Your goal:
What this exercise calls for is an exact copy of the data.

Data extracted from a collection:

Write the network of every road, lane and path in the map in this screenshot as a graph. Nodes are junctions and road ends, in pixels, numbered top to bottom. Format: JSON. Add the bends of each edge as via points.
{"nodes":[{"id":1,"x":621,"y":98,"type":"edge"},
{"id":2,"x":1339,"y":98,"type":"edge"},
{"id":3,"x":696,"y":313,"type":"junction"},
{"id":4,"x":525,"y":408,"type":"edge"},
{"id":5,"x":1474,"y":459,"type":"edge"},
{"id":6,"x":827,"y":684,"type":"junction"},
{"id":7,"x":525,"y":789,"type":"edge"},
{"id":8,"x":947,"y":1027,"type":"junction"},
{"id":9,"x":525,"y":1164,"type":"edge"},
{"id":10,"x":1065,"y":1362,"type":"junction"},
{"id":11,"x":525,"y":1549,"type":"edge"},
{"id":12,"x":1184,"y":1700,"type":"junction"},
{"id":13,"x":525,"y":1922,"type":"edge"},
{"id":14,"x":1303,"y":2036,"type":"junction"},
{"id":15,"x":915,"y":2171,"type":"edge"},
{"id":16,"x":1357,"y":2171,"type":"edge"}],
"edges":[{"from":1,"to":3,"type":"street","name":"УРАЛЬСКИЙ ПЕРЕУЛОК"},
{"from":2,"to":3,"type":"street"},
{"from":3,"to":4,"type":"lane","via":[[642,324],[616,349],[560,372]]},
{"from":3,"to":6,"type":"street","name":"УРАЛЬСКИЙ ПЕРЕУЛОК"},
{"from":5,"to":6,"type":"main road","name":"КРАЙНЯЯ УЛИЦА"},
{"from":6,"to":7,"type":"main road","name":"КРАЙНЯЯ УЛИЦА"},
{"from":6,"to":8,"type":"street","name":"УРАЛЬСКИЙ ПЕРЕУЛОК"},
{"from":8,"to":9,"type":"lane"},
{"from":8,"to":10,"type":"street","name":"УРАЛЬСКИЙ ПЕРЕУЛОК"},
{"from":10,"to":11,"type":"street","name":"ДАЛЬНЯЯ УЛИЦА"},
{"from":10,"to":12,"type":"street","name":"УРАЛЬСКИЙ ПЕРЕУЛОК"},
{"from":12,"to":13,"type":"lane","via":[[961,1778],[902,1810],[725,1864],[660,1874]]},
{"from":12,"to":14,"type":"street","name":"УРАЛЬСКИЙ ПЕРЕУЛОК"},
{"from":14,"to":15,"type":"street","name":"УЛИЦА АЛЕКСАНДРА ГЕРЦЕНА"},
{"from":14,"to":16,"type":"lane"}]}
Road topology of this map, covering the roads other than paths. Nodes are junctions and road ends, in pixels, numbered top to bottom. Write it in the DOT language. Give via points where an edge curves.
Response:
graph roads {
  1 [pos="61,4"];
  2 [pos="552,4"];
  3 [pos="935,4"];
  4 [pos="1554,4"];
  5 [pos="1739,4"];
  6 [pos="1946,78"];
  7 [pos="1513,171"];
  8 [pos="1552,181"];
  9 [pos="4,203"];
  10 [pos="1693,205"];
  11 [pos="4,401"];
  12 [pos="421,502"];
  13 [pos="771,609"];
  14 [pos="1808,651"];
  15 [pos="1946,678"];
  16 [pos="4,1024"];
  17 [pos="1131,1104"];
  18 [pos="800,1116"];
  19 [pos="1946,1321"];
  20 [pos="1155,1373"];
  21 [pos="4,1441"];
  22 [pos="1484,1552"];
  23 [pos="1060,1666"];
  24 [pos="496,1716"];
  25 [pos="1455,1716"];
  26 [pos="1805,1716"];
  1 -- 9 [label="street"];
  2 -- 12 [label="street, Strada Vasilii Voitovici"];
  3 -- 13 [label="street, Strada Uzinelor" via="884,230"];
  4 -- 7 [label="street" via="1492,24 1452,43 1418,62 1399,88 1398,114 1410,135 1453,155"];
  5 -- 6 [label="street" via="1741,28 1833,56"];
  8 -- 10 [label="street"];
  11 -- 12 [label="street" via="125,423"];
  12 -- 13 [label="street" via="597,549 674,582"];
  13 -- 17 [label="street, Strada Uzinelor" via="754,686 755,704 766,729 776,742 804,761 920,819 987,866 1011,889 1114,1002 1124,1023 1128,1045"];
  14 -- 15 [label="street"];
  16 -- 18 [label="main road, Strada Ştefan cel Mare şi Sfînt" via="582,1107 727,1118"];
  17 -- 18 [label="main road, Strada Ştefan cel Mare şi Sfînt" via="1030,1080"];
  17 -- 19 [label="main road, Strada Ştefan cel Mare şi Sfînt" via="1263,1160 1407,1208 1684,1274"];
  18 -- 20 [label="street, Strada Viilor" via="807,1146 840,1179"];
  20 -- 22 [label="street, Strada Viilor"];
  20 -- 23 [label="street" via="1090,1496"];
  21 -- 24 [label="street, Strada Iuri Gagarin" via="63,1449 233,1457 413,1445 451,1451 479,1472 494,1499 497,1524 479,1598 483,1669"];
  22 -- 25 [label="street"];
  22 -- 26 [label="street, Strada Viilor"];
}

Problem solution:
Write the network of every road, lane and path in the map in this screenshot as a graph. Nodes are junctions and road ends, in pixels, numbered top to bottom. Format: JSON. Add the bends of each edge as via points.
{"nodes":[{"id":1,"x":621,"y":98,"type":"edge"},
{"id":2,"x":1339,"y":98,"type":"edge"},
{"id":3,"x":696,"y":313,"type":"junction"},
{"id":4,"x":525,"y":408,"type":"edge"},
{"id":5,"x":1474,"y":459,"type":"edge"},
{"id":6,"x":827,"y":684,"type":"junction"},
{"id":7,"x":525,"y":789,"type":"edge"},
{"id":8,"x":947,"y":1027,"type":"junction"},
{"id":9,"x":525,"y":1164,"type":"edge"},
{"id":10,"x":1065,"y":1362,"type":"junction"},
{"id":11,"x":525,"y":1549,"type":"edge"},
{"id":12,"x":1184,"y":1700,"type":"junction"},
{"id":13,"x":525,"y":1922,"type":"edge"},
{"id":14,"x":1303,"y":2036,"type":"junction"},
{"id":15,"x":915,"y":2171,"type":"edge"},
{"id":16,"x":1357,"y":2171,"type":"edge"}],
"edges":[{"from":1,"to":3,"type":"street","name":"УРАЛЬСКИЙ ПЕРЕУЛОК"},
{"from":2,"to":3,"type":"street"},
{"from":3,"to":4,"type":"lane","via":[[642,324],[616,349],[560,372]]},
{"from":3,"to":6,"type":"street","name":"УРАЛЬСКИЙ ПЕРЕУЛОК"},
{"from":5,"to":6,"type":"main road","name":"КРАЙНЯЯ УЛИЦА"},
{"from":6,"to":7,"type":"main road","name":"КРАЙНЯЯ УЛИЦА"},
{"from":6,"to":8,"type":"street","name":"УРАЛЬСКИЙ ПЕРЕУЛОК"},
{"from":8,"to":9,"type":"lane"},
{"from":8,"to":10,"type":"street","name":"УРАЛЬСКИЙ ПЕРЕУЛОК"},
{"from":10,"to":11,"type":"street","name":"ДАЛЬНЯЯ УЛИЦА"},
{"from":10,"to":12,"type":"street","name":"УРАЛЬСКИЙ ПЕРЕУЛОК"},
{"from":12,"to":13,"type":"lane","via":[[961,1778],[902,1810],[725,1864],[660,1874]]},
{"from":12,"to":14,"type":"street","name":"УРАЛЬСКИЙ ПЕРЕУЛОК"},
{"from":14,"to":15,"type":"street","name":"УЛИЦА АЛЕКСАНДРА ГЕРЦЕНА"},
{"from":14,"to":16,"type":"lane"}]}
Road topology of this map, covering the roads other than paths. Nodes are junctions and road ends, in pixels, numbered top to bottom. Write it in the DOT language. Give via points where an edge curves.
Response:
graph roads {
  1 [pos="61,4"];
  2 [pos="552,4"];
  3 [pos="935,4"];
  4 [pos="1554,4"];
  5 [pos="1739,4"];
  6 [pos="1946,78"];
  7 [pos="1513,171"];
  8 [pos="1552,181"];
  9 [pos="4,203"];
  10 [pos="1693,205"];
  11 [pos="4,401"];
  12 [pos="421,502"];
  13 [pos="771,609"];
  14 [pos="1808,651"];
  15 [pos="1946,678"];
  16 [pos="4,1024"];
  17 [pos="1131,1104"];
  18 [pos="800,1116"];
  19 [pos="1946,1321"];
  20 [pos="1155,1373"];
  21 [pos="4,1441"];
  22 [pos="1484,1552"];
  23 [pos="1060,1666"];
  24 [pos="496,1716"];
  25 [pos="1455,1716"];
  26 [pos="1805,1716"];
  1 -- 9 [label="street"];
  2 -- 12 [label="street, Strada Vasilii Voitovici"];
  3 -- 13 [label="street, Strada Uzinelor" via="884,230"];
  4 -- 7 [label="street" via="1492,24 1452,43 1418,62 1399,88 1398,114 1410,135 1453,155"];
  5 -- 6 [label="street" via="1741,28 1833,56"];
  8 -- 10 [label="street"];
  11 -- 12 [label="street" via="125,423"];
  12 -- 13 [label="street" via="597,549 674,582"];
  13 -- 17 [label="street, Strada Uzinelor" via="754,686 755,704 766,729 776,742 804,761 920,819 987,866 1011,889 1114,1002 1124,1023 1128,1045"];
  14 -- 15 [label="street"];
  16 -- 18 [label="main road, Strada Ştefan cel Mare şi Sfînt" via="582,1107 727,1118"];
  17 -- 18 [label="main road, Strada Ştefan cel Mare şi Sfînt" via="1030,1080"];
  17 -- 19 [label="main road, Strada Ştefan cel Mare şi Sfînt" via="1263,1160 1407,1208 1684,1274"];
  18 -- 20 [label="street, Strada Viilor" via="807,1146 840,1179"];
  20 -- 22 [label="street, Strada Viilor"];
  20 -- 23 [label="street" via="1090,1496"];
  21 -- 24 [label="street, Strada Iuri Gagarin" via="63,1449 233,1457 413,1445 451,1451 479,1472 494,1499 497,1524 479,1598 483,1669"];
  22 -- 25 [label="street"];
  22 -- 26 [label="street, Strada Viilor"];
}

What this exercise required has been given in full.